Exercise directions: The records must be duplicated exactly, with every picture left out.

Extracted information:
+++
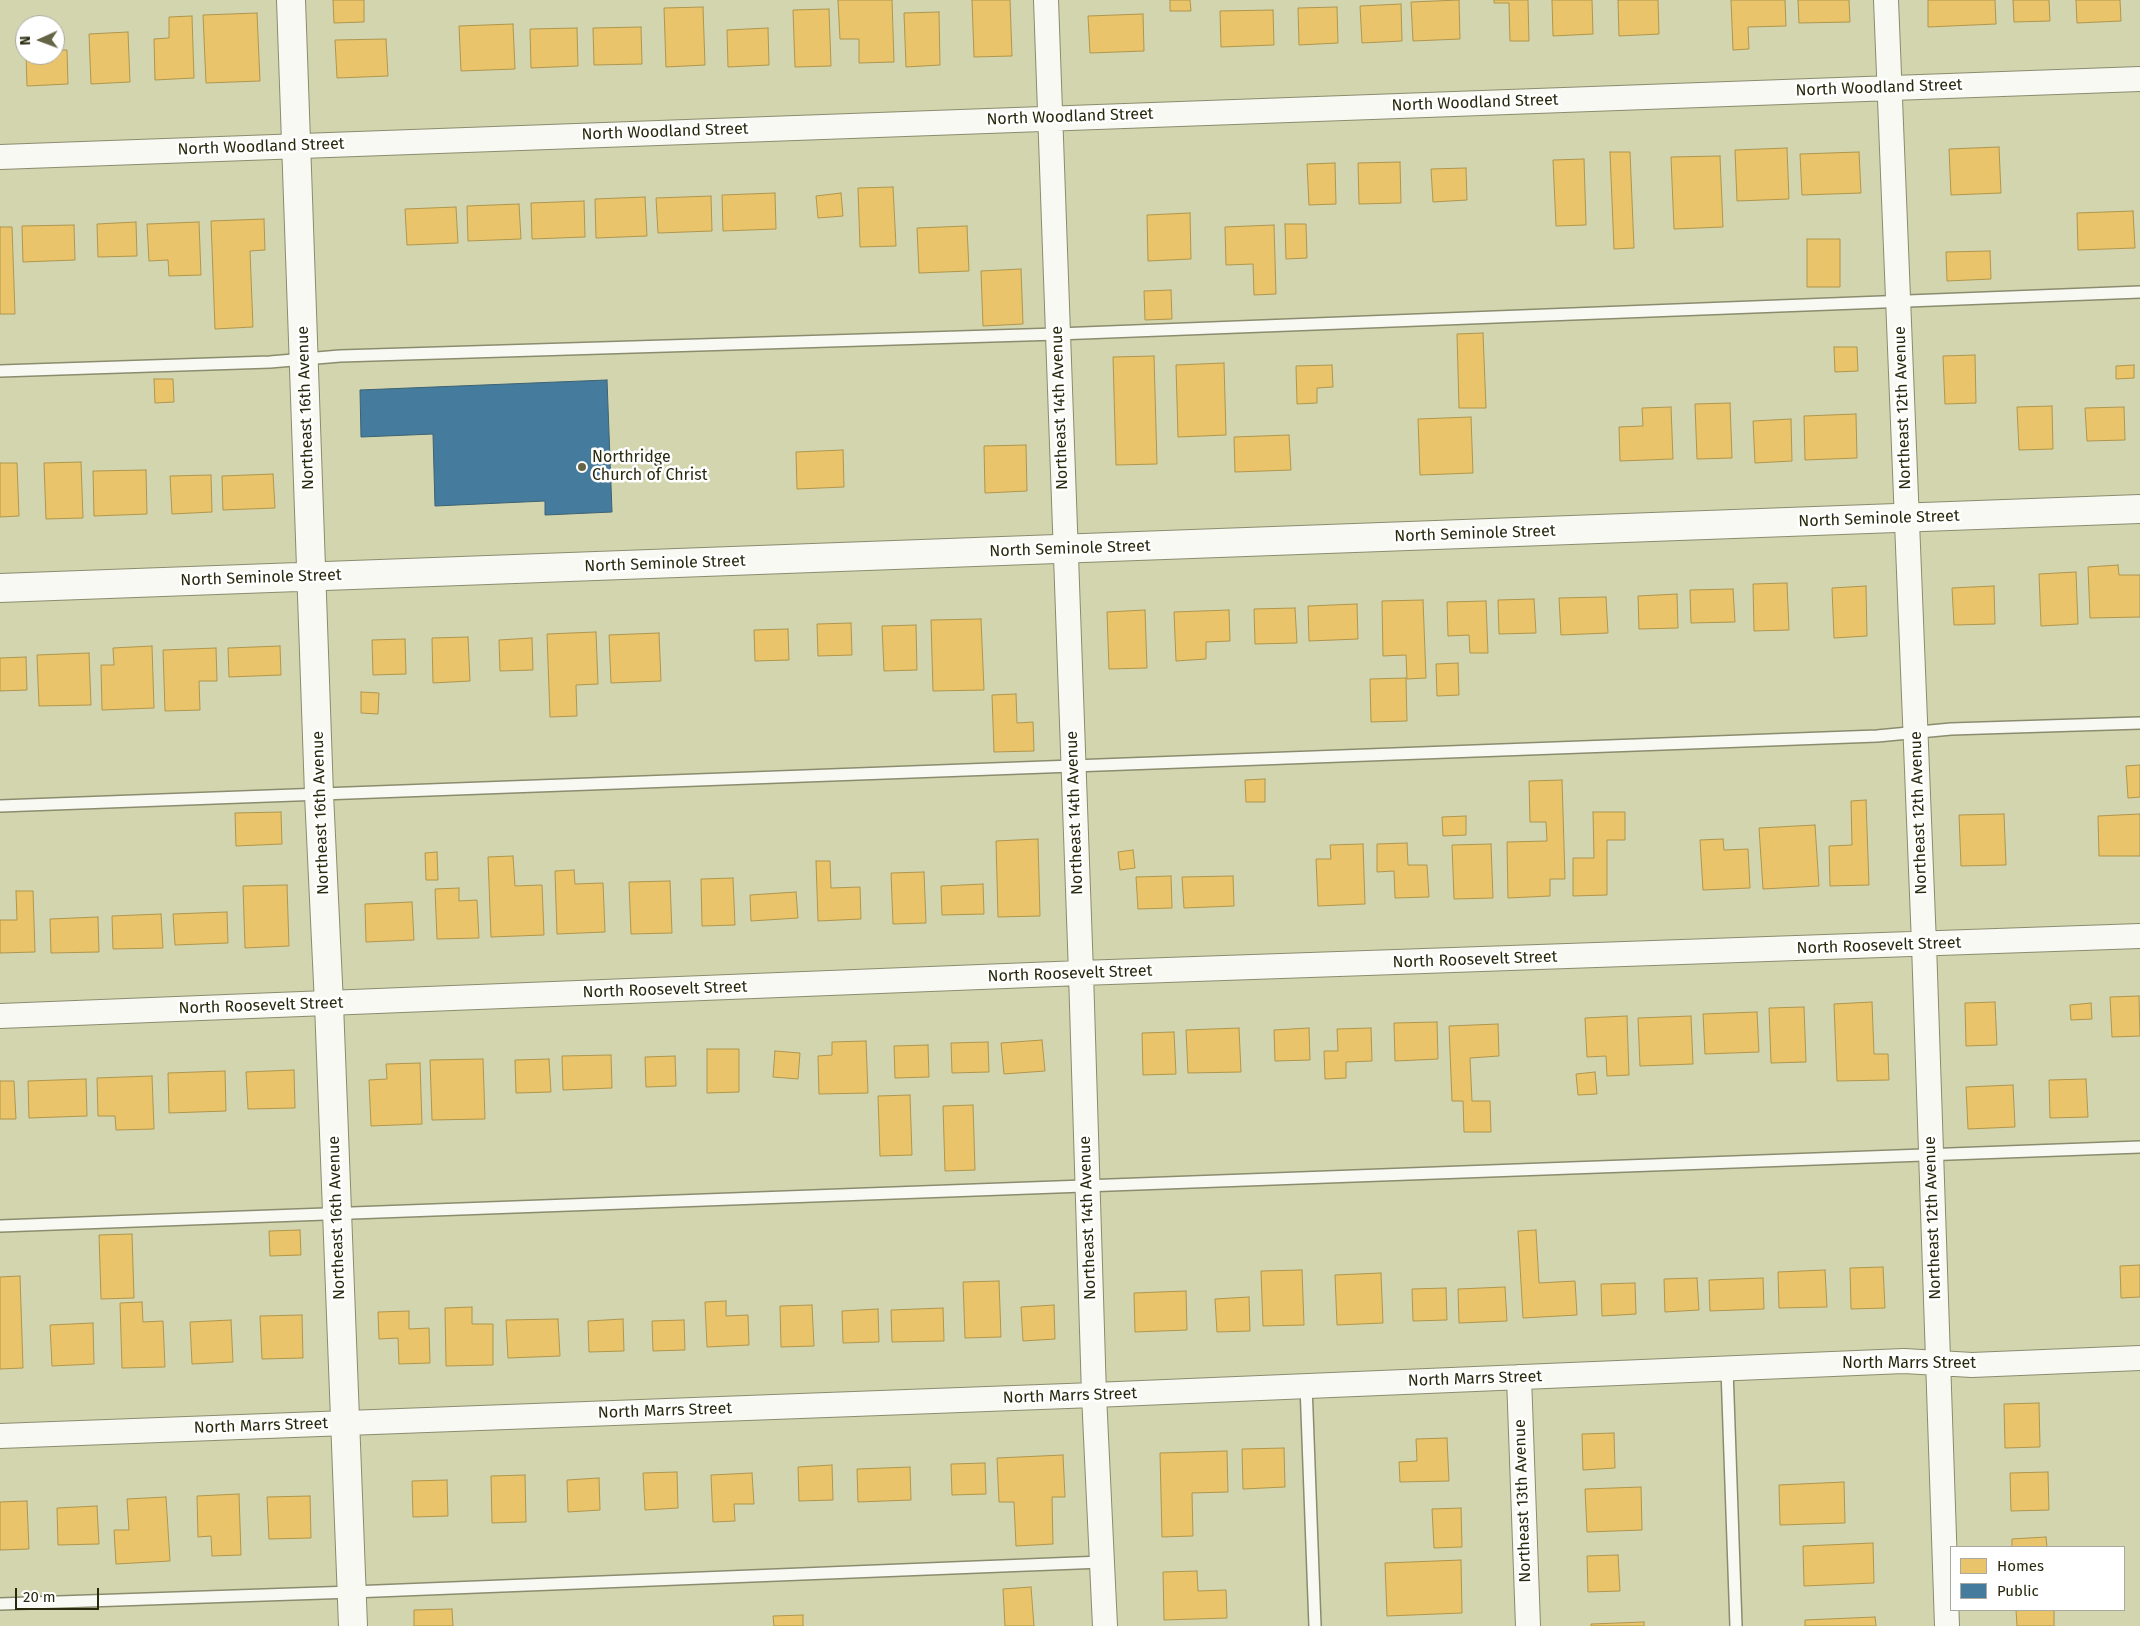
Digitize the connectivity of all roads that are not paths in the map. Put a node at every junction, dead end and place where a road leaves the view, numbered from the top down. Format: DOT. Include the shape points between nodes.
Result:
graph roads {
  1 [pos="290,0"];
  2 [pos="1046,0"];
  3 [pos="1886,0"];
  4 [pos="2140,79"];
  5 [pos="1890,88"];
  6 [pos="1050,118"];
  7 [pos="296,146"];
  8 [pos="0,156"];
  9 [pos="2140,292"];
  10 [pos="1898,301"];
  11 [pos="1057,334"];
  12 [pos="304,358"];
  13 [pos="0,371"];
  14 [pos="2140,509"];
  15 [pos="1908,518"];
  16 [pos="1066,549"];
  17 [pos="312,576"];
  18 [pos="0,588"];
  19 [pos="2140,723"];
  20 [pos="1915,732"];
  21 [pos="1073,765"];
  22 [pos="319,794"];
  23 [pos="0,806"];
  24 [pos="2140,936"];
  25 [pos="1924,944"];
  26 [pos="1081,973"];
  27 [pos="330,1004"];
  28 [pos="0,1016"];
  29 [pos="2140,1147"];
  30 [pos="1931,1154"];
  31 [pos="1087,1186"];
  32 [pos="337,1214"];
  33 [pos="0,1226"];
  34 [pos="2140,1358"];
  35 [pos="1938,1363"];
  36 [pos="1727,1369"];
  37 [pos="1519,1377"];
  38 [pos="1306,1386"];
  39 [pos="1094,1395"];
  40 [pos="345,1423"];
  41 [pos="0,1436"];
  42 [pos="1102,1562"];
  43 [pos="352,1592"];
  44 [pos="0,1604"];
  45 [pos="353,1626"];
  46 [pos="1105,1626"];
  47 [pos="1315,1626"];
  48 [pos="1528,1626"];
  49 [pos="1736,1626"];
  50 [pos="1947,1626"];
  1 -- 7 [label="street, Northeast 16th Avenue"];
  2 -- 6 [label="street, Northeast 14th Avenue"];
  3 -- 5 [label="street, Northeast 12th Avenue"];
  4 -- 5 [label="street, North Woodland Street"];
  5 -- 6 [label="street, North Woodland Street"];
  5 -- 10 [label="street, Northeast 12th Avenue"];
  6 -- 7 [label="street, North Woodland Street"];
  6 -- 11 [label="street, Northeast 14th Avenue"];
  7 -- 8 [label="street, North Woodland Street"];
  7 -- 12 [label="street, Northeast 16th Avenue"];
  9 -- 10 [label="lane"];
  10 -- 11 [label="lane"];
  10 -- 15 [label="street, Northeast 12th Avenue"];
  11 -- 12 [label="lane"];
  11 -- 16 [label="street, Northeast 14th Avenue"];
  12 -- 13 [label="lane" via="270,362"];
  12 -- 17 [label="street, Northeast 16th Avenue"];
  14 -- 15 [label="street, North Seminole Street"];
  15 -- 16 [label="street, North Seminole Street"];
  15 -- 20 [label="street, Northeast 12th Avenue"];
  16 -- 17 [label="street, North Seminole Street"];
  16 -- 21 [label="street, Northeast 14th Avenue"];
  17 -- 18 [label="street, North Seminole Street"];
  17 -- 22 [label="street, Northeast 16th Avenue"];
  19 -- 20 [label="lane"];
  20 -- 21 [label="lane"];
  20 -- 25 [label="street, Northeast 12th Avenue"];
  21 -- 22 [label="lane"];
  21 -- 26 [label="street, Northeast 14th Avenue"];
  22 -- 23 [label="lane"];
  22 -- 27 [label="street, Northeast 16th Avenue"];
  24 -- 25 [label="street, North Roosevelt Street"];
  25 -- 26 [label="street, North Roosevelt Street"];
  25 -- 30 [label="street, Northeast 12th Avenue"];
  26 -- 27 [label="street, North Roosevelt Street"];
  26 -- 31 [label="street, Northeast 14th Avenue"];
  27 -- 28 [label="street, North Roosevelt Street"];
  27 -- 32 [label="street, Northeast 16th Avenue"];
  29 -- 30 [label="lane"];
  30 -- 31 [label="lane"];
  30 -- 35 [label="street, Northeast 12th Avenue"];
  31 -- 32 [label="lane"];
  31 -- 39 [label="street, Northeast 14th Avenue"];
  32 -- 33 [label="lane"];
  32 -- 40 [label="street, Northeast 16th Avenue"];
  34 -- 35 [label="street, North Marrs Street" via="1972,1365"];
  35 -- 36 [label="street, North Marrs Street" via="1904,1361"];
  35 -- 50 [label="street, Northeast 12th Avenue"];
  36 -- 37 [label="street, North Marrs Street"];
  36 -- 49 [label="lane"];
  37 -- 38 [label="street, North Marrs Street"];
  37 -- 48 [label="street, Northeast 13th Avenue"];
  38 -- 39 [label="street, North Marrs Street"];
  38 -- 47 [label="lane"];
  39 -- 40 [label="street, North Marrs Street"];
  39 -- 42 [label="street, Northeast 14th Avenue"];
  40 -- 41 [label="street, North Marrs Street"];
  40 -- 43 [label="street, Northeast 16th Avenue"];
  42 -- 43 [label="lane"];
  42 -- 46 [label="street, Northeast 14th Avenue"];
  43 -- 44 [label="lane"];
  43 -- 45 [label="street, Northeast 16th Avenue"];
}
+++
Task answer:
Digitize the connectivity of all roads that are not paths in the map. Put a node at every junction, dead end and place where a road leaves the view, numbered from the top down. Format: DOT. Include the shape points between nodes.
Result:
graph roads {
  1 [pos="290,0"];
  2 [pos="1046,0"];
  3 [pos="1886,0"];
  4 [pos="2140,79"];
  5 [pos="1890,88"];
  6 [pos="1050,118"];
  7 [pos="296,146"];
  8 [pos="0,156"];
  9 [pos="2140,292"];
  10 [pos="1898,301"];
  11 [pos="1057,334"];
  12 [pos="304,358"];
  13 [pos="0,371"];
  14 [pos="2140,509"];
  15 [pos="1908,518"];
  16 [pos="1066,549"];
  17 [pos="312,576"];
  18 [pos="0,588"];
  19 [pos="2140,723"];
  20 [pos="1915,732"];
  21 [pos="1073,765"];
  22 [pos="319,794"];
  23 [pos="0,806"];
  24 [pos="2140,936"];
  25 [pos="1924,944"];
  26 [pos="1081,973"];
  27 [pos="330,1004"];
  28 [pos="0,1016"];
  29 [pos="2140,1147"];
  30 [pos="1931,1154"];
  31 [pos="1087,1186"];
  32 [pos="337,1214"];
  33 [pos="0,1226"];
  34 [pos="2140,1358"];
  35 [pos="1938,1363"];
  36 [pos="1727,1369"];
  37 [pos="1519,1377"];
  38 [pos="1306,1386"];
  39 [pos="1094,1395"];
  40 [pos="345,1423"];
  41 [pos="0,1436"];
  42 [pos="1102,1562"];
  43 [pos="352,1592"];
  44 [pos="0,1604"];
  45 [pos="353,1626"];
  46 [pos="1105,1626"];
  47 [pos="1315,1626"];
  48 [pos="1528,1626"];
  49 [pos="1736,1626"];
  50 [pos="1947,1626"];
  1 -- 7 [label="street, Northeast 16th Avenue"];
  2 -- 6 [label="street, Northeast 14th Avenue"];
  3 -- 5 [label="street, Northeast 12th Avenue"];
  4 -- 5 [label="street, North Woodland Street"];
  5 -- 6 [label="street, North Woodland Street"];
  5 -- 10 [label="street, Northeast 12th Avenue"];
  6 -- 7 [label="street, North Woodland Street"];
  6 -- 11 [label="street, Northeast 14th Avenue"];
  7 -- 8 [label="street, North Woodland Street"];
  7 -- 12 [label="street, Northeast 16th Avenue"];
  9 -- 10 [label="lane"];
  10 -- 11 [label="lane"];
  10 -- 15 [label="street, Northeast 12th Avenue"];
  11 -- 12 [label="lane"];
  11 -- 16 [label="street, Northeast 14th Avenue"];
  12 -- 13 [label="lane" via="270,362"];
  12 -- 17 [label="street, Northeast 16th Avenue"];
  14 -- 15 [label="street, North Seminole Street"];
  15 -- 16 [label="street, North Seminole Street"];
  15 -- 20 [label="street, Northeast 12th Avenue"];
  16 -- 17 [label="street, North Seminole Street"];
  16 -- 21 [label="street, Northeast 14th Avenue"];
  17 -- 18 [label="street, North Seminole Street"];
  17 -- 22 [label="street, Northeast 16th Avenue"];
  19 -- 20 [label="lane"];
  20 -- 21 [label="lane"];
  20 -- 25 [label="street, Northeast 12th Avenue"];
  21 -- 22 [label="lane"];
  21 -- 26 [label="street, Northeast 14th Avenue"];
  22 -- 23 [label="lane"];
  22 -- 27 [label="street, Northeast 16th Avenue"];
  24 -- 25 [label="street, North Roosevelt Street"];
  25 -- 26 [label="street, North Roosevelt Street"];
  25 -- 30 [label="street, Northeast 12th Avenue"];
  26 -- 27 [label="street, North Roosevelt Street"];
  26 -- 31 [label="street, Northeast 14th Avenue"];
  27 -- 28 [label="street, North Roosevelt Street"];
  27 -- 32 [label="street, Northeast 16th Avenue"];
  29 -- 30 [label="lane"];
  30 -- 31 [label="lane"];
  30 -- 35 [label="street, Northeast 12th Avenue"];
  31 -- 32 [label="lane"];
  31 -- 39 [label="street, Northeast 14th Avenue"];
  32 -- 33 [label="lane"];
  32 -- 40 [label="street, Northeast 16th Avenue"];
  34 -- 35 [label="street, North Marrs Street" via="1972,1365"];
  35 -- 36 [label="street, North Marrs Street" via="1904,1361"];
  35 -- 50 [label="street, Northeast 12th Avenue"];
  36 -- 37 [label="street, North Marrs Street"];
  36 -- 49 [label="lane"];
  37 -- 38 [label="street, North Marrs Street"];
  37 -- 48 [label="street, Northeast 13th Avenue"];
  38 -- 39 [label="street, North Marrs Street"];
  38 -- 47 [label="lane"];
  39 -- 40 [label="street, North Marrs Street"];
  39 -- 42 [label="street, Northeast 14th Avenue"];
  40 -- 41 [label="street, North Marrs Street"];
  40 -- 43 [label="street, Northeast 16th Avenue"];
  42 -- 43 [label="lane"];
  42 -- 46 [label="street, Northeast 14th Avenue"];
  43 -- 44 [label="lane"];
  43 -- 45 [label="street, Northeast 16th Avenue"];
}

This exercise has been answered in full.